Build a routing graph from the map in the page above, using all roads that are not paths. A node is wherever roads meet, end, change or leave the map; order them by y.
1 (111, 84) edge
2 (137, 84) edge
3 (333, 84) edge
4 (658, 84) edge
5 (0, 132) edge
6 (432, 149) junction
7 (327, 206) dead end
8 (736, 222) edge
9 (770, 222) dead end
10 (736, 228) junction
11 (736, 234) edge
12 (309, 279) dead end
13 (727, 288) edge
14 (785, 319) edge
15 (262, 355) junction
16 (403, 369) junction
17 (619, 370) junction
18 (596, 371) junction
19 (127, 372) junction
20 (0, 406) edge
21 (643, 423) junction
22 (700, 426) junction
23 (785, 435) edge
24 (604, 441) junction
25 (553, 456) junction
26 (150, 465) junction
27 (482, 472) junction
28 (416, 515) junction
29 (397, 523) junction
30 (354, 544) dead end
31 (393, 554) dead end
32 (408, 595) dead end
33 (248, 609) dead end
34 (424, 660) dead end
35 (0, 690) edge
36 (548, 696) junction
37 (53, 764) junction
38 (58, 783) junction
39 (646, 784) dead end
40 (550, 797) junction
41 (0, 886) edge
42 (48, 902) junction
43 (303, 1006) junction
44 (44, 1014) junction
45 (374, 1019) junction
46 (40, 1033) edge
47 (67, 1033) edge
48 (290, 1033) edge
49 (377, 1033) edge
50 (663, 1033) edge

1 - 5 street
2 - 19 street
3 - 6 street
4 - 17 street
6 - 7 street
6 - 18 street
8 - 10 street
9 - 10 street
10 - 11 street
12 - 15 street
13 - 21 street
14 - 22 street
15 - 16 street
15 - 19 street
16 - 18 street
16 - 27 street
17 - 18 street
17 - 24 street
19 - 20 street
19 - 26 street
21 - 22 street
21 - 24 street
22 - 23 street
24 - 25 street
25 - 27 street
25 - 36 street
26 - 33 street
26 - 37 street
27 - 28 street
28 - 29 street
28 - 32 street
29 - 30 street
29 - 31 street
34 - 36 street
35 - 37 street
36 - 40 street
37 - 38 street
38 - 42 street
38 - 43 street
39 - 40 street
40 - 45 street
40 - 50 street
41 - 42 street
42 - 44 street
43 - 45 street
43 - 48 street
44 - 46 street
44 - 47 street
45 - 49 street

++++

WHAT NEEDS TO BE DONE:
Going through the entries above, count the lines that have the word "dead" and state that count alone.

RESPONSE FOR THIS EXERCISE:
9